Secondary prevention involves a high-risk focus being offered to populations that may have one or more risk factors associated with child maltreatment, such as poverty, parental substance abuse, young parental age, parental mental health concerns, and parental or child disabilities.

These programs direct their services to communities or neighborhoods that are at-risk for child abuse. These include-

  1. Parent education programs located in schools
  2. Parent support groups that help parents deal with their everyday stresses and meet the challenges and responsibilities of parenting
  3.  Respite care for families that have children with special needs
  4. Family resource centers that offer information and referral services to families living in low-income neighborhoods.

 

Tertiary prevention activities focus on families where maltreatment has already occurred (indicated) and seek to reduce the negative consequences of the maltreatment and to prevent its recurrence. These prevention programs may include services such as:

  1. Parent support groups that help parents transform negative practices and beliefs into positive parenting behaviors and attitudes
  2. Mental health services for children and families affected by maltreatment to improve family communication and functioning

 

  What if you come across a child being abused?

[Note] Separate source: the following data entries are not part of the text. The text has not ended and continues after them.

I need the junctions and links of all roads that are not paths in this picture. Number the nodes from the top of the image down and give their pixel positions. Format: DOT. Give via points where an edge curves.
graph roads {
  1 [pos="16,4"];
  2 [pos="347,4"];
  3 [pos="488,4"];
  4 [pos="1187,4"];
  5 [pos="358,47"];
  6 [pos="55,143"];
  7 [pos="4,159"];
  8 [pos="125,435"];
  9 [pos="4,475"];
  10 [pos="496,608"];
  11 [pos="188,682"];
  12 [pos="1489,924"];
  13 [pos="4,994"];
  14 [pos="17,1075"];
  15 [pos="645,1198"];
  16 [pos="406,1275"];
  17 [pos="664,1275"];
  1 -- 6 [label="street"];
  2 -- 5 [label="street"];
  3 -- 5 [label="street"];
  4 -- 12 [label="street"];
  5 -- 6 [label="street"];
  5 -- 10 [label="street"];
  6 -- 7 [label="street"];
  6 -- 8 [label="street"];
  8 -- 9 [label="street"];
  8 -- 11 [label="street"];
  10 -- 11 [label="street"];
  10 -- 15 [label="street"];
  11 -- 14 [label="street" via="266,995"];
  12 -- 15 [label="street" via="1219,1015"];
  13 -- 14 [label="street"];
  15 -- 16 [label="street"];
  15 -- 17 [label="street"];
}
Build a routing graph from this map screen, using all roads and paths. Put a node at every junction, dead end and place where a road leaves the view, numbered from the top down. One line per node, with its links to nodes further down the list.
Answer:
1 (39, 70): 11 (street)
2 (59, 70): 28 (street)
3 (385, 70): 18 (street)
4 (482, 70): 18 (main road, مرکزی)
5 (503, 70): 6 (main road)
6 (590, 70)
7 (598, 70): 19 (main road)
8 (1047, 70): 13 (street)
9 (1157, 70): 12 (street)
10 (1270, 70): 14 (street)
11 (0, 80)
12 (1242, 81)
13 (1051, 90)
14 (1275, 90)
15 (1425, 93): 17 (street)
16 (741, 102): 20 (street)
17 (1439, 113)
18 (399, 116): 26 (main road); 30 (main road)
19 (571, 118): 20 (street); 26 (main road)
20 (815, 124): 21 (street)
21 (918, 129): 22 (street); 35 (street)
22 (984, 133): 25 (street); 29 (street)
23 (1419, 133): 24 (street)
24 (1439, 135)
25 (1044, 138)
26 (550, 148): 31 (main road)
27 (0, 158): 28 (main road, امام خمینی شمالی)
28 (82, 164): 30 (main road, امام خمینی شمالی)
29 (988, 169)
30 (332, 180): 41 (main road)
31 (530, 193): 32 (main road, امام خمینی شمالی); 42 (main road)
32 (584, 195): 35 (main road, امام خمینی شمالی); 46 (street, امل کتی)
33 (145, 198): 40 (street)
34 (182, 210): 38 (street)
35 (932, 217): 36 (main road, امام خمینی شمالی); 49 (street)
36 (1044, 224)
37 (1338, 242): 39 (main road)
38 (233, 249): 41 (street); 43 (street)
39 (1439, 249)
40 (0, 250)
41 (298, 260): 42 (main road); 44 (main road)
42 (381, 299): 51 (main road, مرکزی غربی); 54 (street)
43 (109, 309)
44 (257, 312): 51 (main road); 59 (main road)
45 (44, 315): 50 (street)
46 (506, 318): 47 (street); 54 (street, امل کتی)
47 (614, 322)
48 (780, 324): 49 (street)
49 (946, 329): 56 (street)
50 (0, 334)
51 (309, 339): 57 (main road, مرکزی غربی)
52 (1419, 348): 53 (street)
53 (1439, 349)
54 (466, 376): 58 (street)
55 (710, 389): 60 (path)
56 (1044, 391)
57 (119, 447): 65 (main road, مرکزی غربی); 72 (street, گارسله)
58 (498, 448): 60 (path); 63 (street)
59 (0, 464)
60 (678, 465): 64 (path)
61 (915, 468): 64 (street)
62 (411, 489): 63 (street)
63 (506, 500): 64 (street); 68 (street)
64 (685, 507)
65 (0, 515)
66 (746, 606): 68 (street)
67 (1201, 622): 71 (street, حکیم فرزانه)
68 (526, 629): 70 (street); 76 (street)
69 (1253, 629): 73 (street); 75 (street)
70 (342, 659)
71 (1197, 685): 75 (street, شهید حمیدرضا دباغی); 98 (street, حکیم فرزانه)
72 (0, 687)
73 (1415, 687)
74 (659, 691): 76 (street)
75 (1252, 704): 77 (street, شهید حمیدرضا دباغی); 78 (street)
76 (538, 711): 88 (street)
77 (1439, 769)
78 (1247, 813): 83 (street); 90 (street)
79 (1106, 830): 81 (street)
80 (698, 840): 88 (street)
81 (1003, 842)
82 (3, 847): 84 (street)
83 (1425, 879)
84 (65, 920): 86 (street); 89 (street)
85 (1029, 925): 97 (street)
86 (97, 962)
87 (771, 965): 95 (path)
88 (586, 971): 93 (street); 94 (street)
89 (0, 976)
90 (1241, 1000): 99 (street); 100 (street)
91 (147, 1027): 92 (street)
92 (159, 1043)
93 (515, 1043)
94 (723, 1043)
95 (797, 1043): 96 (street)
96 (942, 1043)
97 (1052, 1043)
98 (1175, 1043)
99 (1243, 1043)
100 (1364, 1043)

The first thoughts that come to one’s mind when seeing a child being abused are-

  1. I shouldn’t interfere in someone else’s family. Effects of child abuse are long-lasting, affecting the child’s future relationships, self-esteem and mental health. Help break this cycle of child abuse.
  2. I might end up breaking someone’s home. Your intervening will help protect a child from abuse. There are parenting classes and psychotherapy to help get the family back on track.
  3. I might be in danger if I report. Reporting is anonymous. Call the helpline and report. The abuser will never get your information.
  4. What I say won’t make any difference. It would, it certainly would. The child might be saved from abuse because of your intervening in the situation.

 

 How to help an abused child?

  1. Remain calm and avoid denial.
  2. Do not interrogate. Let the child explain to you in his/her own words. Do not ask leading questions.
  3. Reassure the child that he/she did nothing wrong.
  4. Ensure the child’s and your safety. Involve professionals if need be.

 

Child abuse is malice in the society today and needs to get rid of. Your one step today will ensure hundreds of child abuse instances being prevented in the future. Take a step against child abuse. Be the change!